As for the pattern those doors had duplicated, the great whorl of Andromeda and the emergence of certain stars of ill-omen there:

Now indeed those stars were very nearly right; in fact, only one more was needed to complete the pattern. Its . location was well known to Kthanid, its condition, too. For this was a dying star, but a star with a difference. It was the second of twins, the first of which had already self-destructed, and it harboured in its core the seed of universal chaos.

The name of this star?

It was Lith, of course. Lith, where
even
now Ardatha Ell kept vigil, monitoring the fatal foetal pulse of that which might well signal a new beginning or a monstrous end ...

3
The Stars are Right!

When de Marigny slipped the time-clock sideways in space-time and entered their manse in Lith, Exior K'mool and Ardatha Ell were waiting for him. Nor did they fail to note the wisps of greenish mist, materializing into a thin, vapid slime that clung in a sticky layer to the windows of the upper dome, which he brought with him out of the past. The manse was rune-protected, however, and constructed of near-impervious materials, so that they were mainly unconcerned. But Exior sniffed and commented:

`So Loxzor's follow-me spell was effective after all, at least in part. A little of Cthulhu's mind-slime managed to follow the time-clock, and so has found me again. Much weakened now, I note. Why, I could banish it with a simple "get-thee-gone".'

'Let it be,' said Ardatha Ell. 'It changes nothing — indeed, we may even benefit ...'

De Marigny and Moreen emerged cautiously from the clock, found the wizards waiting. The final stages of their trip had not been uneventful: Tind'losi Hounds had chased them for seven million years, ignoring the time-clock's weapon in a manner de Marigny had never seen before, in a suicidal way that had puzzled and worried and wearied him. They had lost countless thousands tracking him, and had only given up the chase when he reverted to three-dimensioned space over Lith.
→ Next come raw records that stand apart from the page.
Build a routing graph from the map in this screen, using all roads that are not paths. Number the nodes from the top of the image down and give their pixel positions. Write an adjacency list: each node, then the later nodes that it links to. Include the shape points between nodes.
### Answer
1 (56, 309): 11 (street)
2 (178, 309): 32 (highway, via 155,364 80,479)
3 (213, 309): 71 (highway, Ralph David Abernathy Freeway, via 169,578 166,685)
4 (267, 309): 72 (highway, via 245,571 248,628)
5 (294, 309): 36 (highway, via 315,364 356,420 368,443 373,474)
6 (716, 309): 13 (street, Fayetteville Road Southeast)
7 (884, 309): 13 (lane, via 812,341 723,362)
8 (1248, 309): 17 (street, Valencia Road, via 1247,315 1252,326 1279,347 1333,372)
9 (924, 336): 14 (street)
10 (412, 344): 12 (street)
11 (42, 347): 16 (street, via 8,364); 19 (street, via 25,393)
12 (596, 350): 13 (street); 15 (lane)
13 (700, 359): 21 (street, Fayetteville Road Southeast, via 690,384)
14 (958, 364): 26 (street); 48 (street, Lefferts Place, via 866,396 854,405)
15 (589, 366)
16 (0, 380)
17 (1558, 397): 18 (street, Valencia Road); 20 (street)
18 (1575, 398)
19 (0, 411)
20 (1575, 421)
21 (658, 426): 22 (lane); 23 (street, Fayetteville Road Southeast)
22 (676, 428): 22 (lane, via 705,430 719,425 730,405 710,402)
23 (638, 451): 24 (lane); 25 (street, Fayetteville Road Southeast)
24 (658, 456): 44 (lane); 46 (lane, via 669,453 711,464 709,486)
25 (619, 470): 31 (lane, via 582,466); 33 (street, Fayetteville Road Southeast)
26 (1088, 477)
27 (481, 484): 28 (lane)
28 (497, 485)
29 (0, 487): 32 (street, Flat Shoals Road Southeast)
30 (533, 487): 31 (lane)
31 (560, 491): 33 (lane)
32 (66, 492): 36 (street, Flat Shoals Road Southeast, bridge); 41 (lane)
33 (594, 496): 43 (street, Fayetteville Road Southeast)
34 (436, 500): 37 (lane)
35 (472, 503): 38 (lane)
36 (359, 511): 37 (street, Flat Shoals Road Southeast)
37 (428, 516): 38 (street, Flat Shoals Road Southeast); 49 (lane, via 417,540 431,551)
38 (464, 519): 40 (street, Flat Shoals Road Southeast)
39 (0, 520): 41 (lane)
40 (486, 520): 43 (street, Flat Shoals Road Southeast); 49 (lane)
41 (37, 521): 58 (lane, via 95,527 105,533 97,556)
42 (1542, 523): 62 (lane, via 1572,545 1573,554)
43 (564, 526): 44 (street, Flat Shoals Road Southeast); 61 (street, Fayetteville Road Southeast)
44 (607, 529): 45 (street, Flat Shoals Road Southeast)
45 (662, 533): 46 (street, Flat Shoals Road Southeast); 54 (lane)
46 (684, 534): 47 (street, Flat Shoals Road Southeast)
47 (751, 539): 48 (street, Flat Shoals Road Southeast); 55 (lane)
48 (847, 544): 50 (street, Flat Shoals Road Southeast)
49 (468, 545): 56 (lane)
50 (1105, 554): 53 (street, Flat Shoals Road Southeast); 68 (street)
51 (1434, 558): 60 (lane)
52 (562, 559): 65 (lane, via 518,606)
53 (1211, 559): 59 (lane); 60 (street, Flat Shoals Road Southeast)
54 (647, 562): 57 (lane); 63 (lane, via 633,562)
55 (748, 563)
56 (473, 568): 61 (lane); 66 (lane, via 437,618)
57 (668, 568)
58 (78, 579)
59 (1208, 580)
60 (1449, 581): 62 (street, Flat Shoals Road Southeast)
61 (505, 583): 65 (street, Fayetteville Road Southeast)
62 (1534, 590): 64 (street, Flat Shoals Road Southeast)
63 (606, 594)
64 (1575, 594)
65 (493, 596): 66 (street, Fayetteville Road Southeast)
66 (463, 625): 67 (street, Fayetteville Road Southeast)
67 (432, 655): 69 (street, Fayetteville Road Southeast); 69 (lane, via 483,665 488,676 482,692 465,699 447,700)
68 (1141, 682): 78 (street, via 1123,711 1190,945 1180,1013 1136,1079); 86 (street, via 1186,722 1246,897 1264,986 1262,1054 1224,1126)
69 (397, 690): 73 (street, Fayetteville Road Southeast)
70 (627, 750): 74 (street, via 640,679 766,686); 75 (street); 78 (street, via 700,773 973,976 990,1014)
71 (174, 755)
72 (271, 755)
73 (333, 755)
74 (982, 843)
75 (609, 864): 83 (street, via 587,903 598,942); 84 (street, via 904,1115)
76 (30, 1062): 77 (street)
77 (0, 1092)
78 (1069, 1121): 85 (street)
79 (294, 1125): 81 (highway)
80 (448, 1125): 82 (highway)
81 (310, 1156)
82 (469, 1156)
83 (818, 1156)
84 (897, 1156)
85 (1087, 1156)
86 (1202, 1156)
But now the time-travellers squared up, nodded their tired acknowledgment to Exior, gazed up in awe at Ardatha Ell.

'Crow's friend,' that towering, slender, powerful person nodded, returning de Marigny's gaze; but though he spoke
to them, Moreen and her Earthman noted that his lips moved never a fraction. 'De Marigny The Searcher — and Moreen, whose innocence and beauty shall surely whelm all Elysia. Eventually ... ' And still his lips hadn't moved.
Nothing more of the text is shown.